### Directions
Using the data below, return every line that holds the word "node".

### Data for this task
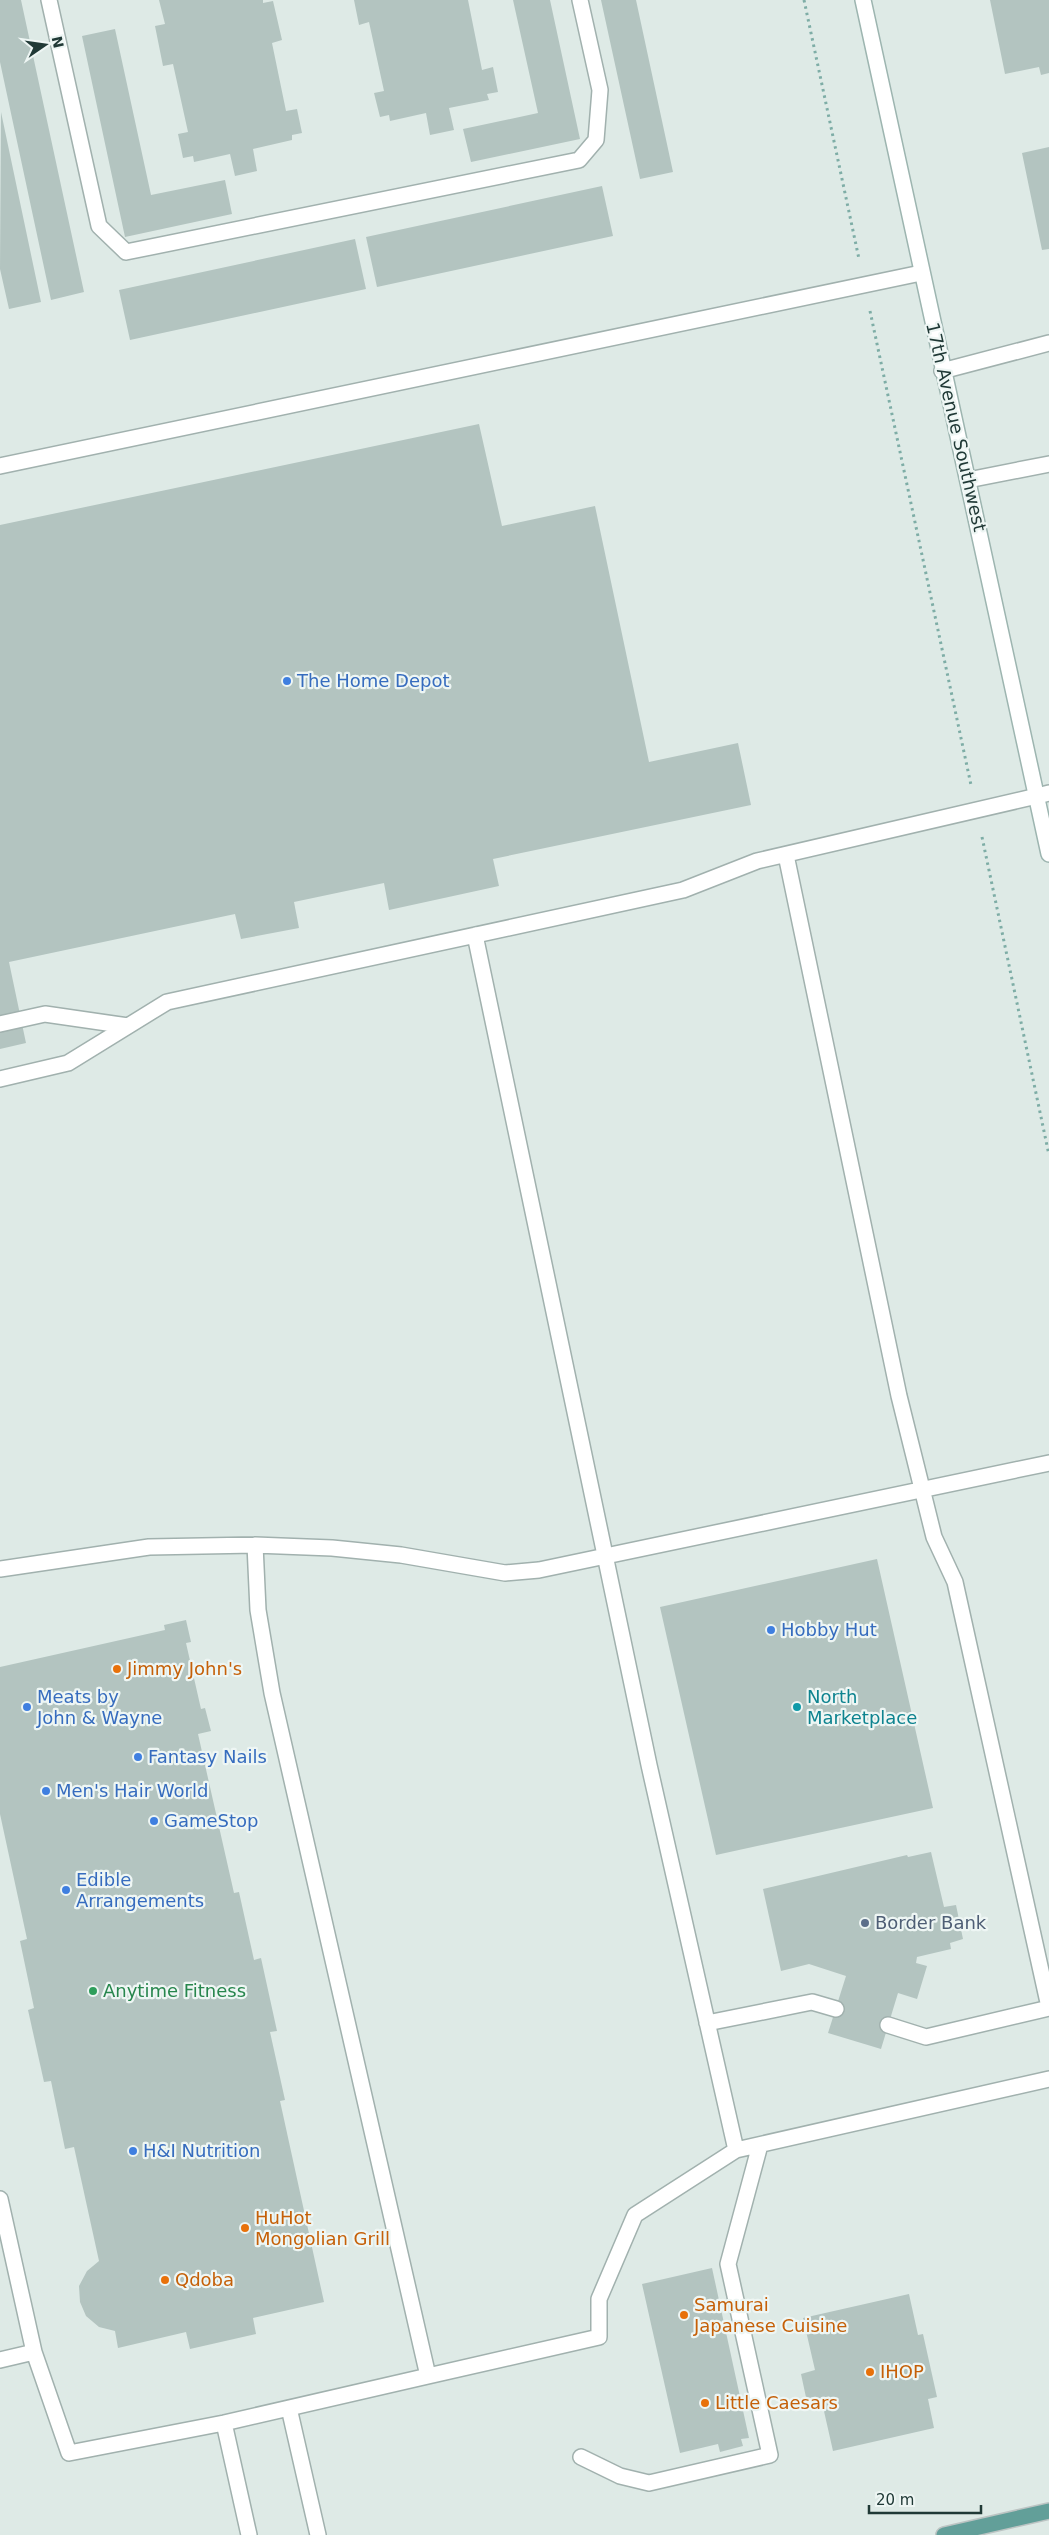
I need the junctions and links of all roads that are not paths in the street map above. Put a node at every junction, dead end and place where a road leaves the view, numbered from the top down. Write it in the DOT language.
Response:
graph roads {
  1 [pos="49,0"];
  2 [pos="580,0"];
  3 [pos="863,0"];
  4 [pos="921,273"];
  5 [pos="1049,343"];
  6 [pos="942,371"];
  7 [pos="1049,464"];
  8 [pos="0,466"];
  9 [pos="968,480"];
  10 [pos="1043,795"];
  11 [pos="1049,854"];
  12 [pos="786,855"];
  13 [pos="475,935"];
  14 [pos="0,1024"];
  15 [pos="128,1026"];
  16 [pos="0,1079"];
  17 [pos="1049,1463"];
  18 [pos="921,1489"];
  19 [pos="255,1545"];
  20 [pos="605,1556"];
  21 [pos="0,1569"];
  22 [pos="1049,2007"];
  23 [pos="836,2009"];
  24 [pos="707,2023"];
  25 [pos="888,2025"];
  26 [pos="1049,2079"];
  27 [pos="760,2145"];
  28 [pos="736,2150"];
  29 [pos="0,2199"];
  30 [pos="34,2352"];
  31 [pos="0,2360"];
  32 [pos="428,2376"];
  33 [pos="290,2408"];
  34 [pos="224,2423"];
  35 [pos="581,2457"];
  36 [pos="1049,2511"];
  37 [pos="249,2535"];
  38 [pos="318,2535"];
  39 [pos="944,2535"];
  1 -- 2 [label="street"];
  3 -- 4 [label="street, 17th Avenue Southwest"];
  4 -- 6 [label="street, 17th Avenue Southwest"];
  4 -- 8 [label="street"];
  5 -- 6 [label="street"];
  6 -- 9 [label="street, 17th Avenue Southwest"];
  7 -- 9 [label="street"];
  9 -- 10 [label="street, 17th Avenue Southwest"];
  10 -- 11 [label="street, 17th Avenue Southwest"];
  10 -- 12 [label="street"];
  12 -- 13 [label="street"];
  12 -- 18 [label="street"];
  13 -- 15 [label="street"];
  13 -- 20 [label="street"];
  14 -- 15 [label="street"];
  15 -- 16 [label="street"];
  17 -- 18 [label="street"];
  18 -- 20 [label="street"];
  18 -- 22 [label="street"];
  19 -- 20 [label="street"];
  19 -- 21 [label="street"];
  19 -- 32 [label="street"];
  20 -- 24 [label="street"];
  22 -- 25 [label="street"];
  23 -- 24 [label="street"];
  24 -- 28 [label="street"];
  26 -- 27 [label="street"];
  27 -- 28 [label="street"];
  27 -- 35 [label="street"];
  28 -- 32 [label="street"];
  29 -- 30 [label="street"];
  30 -- 31 [label="street"];
  30 -- 34 [label="street"];
  32 -- 33 [label="street"];
  33 -- 34 [label="street"];
  33 -- 38 [label="street"];
  34 -- 37 [label="street"];
  36 -- 39 [label="main road"];
}
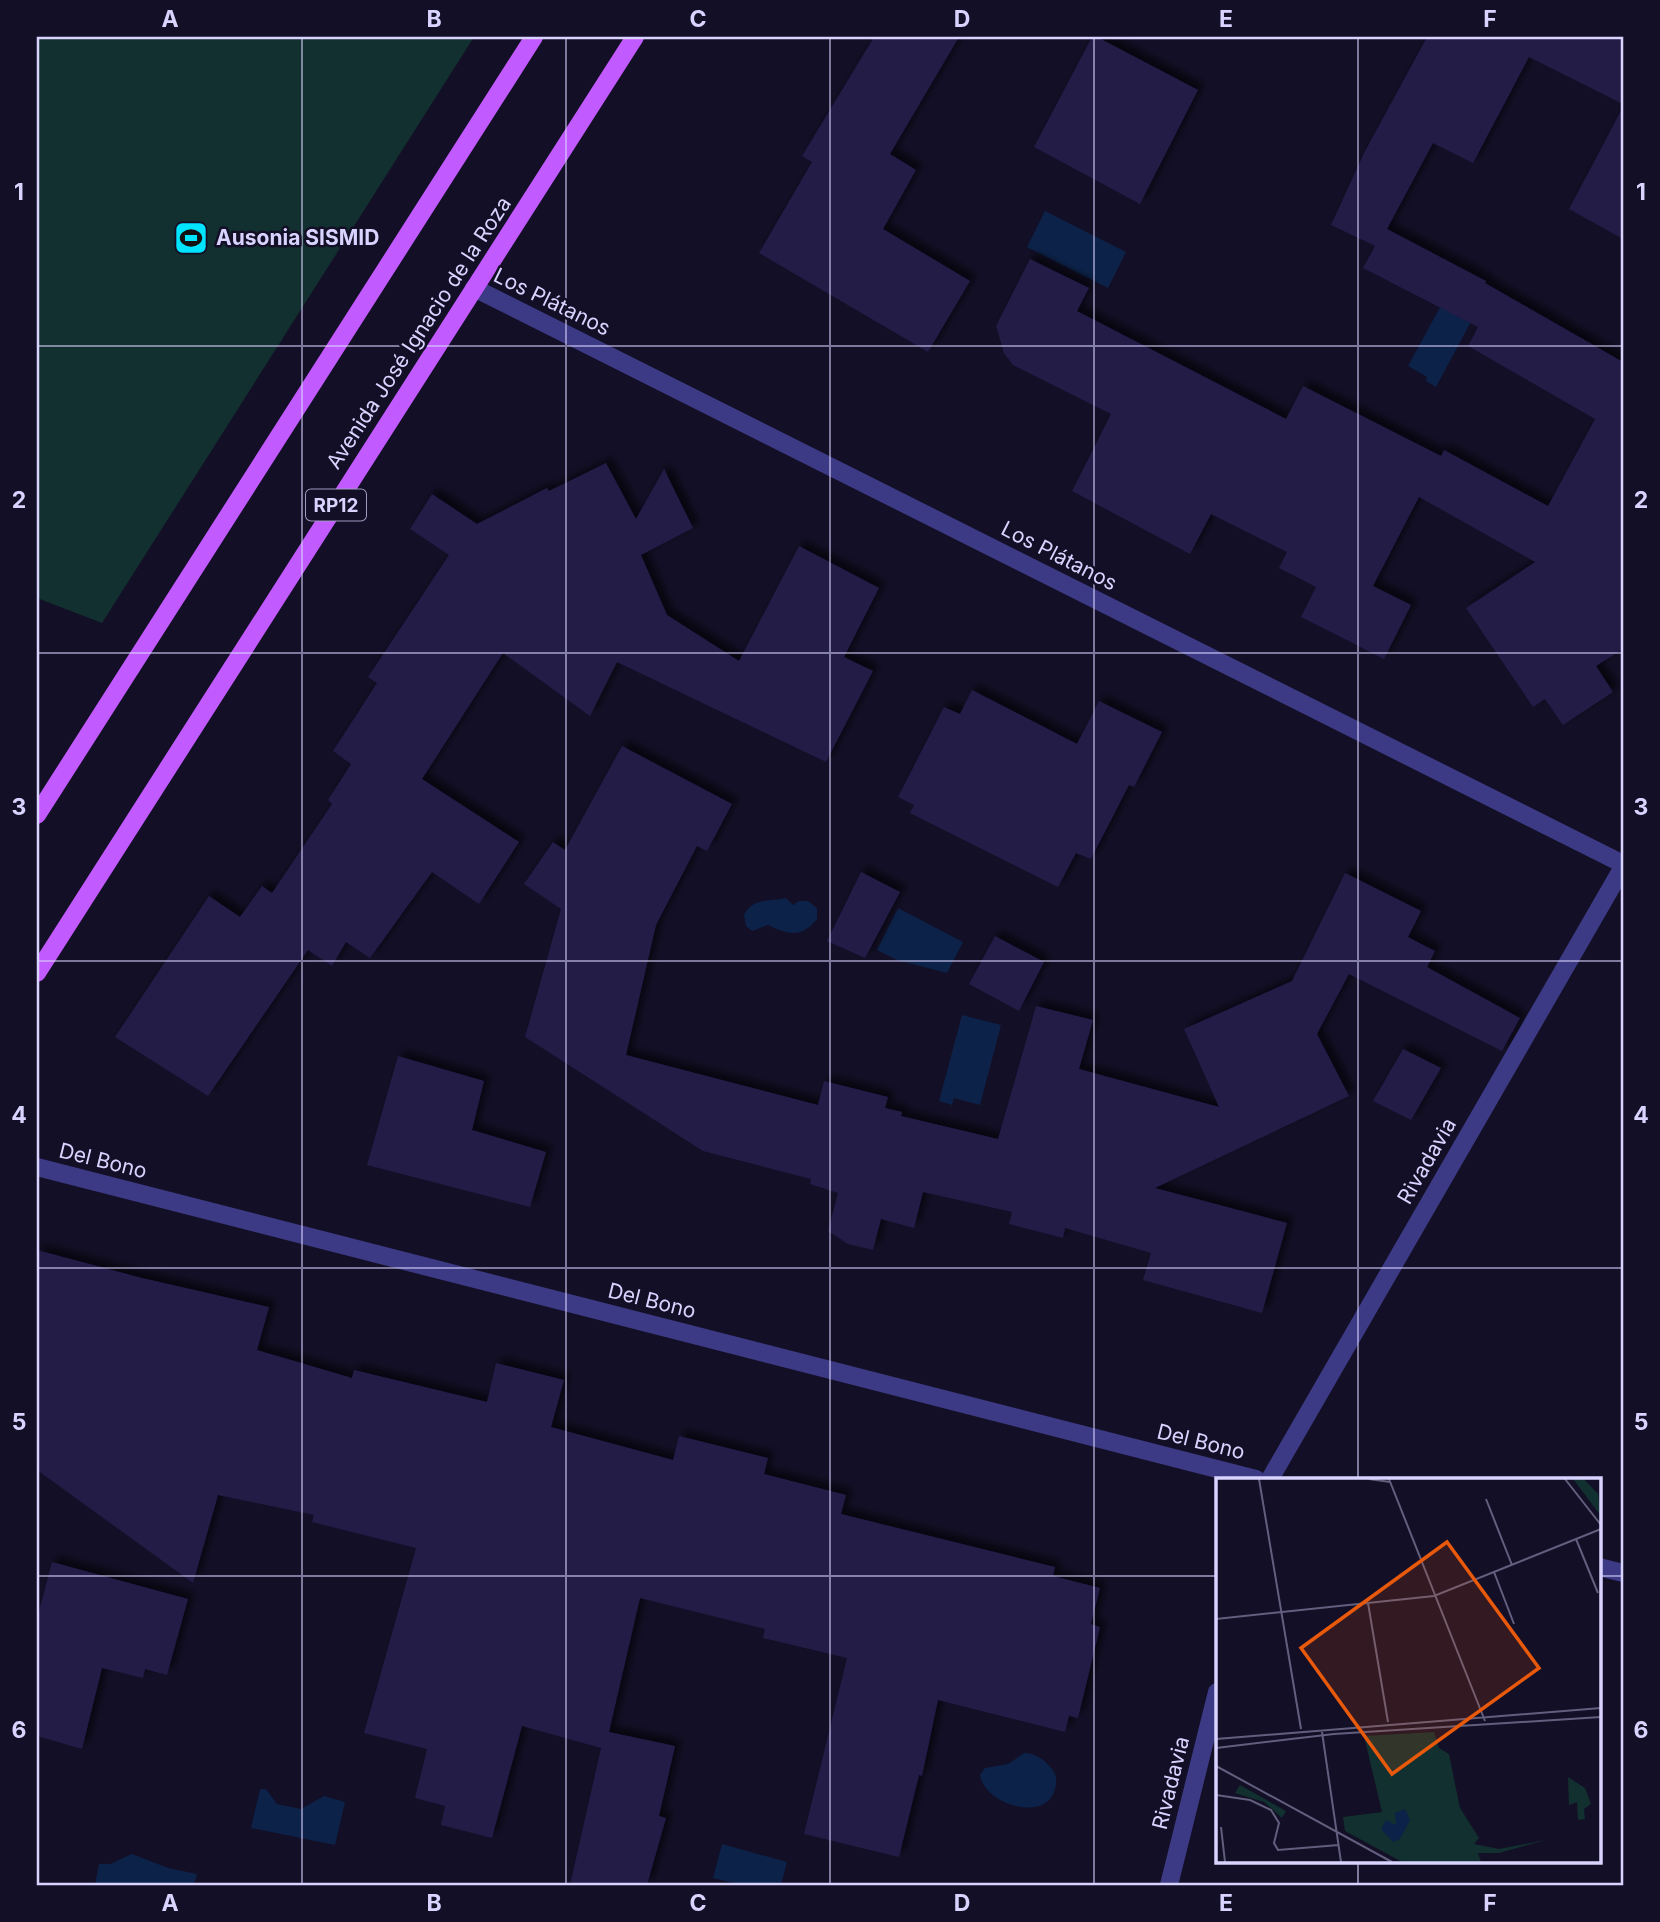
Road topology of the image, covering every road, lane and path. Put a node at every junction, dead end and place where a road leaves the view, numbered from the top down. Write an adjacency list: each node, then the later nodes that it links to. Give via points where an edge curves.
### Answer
1 (534, 37): 4 (main road)
2 (635, 37): 3 (main road, Avenida José Ignacio de la Roza / RP12)
3 (474, 288): 5 (street, Los Plátanos); 6 (main road, Avenida José Ignacio de la Roza / RP12)
4 (37, 814)
5 (1623, 866): 9 (street, Rivadavia)
6 (37, 973)
7 (37, 1167): 8 (street, Del Bono)
8 (1252, 1478)
9 (1271, 1478)
10 (1600, 1567): 11 (street)
11 (1623, 1573)
12 (1216, 1696): 13 (street, Rivadavia)
13 (1169, 1885)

### Result of the exercise
I need the junctions and links of all roads that are not paths in the street map above. Put a node at every junction, dead end and place where a road leaves the view, numbered from the top down. Write it in the DOT language.
Road topology of the image, covering every road, lane and path. Put a node at every junction, dead end and place where a road leaves the view, numbered from the top down. Write an adjacency list: each node, then the later nodes that it links to. Give via points where an edge curves.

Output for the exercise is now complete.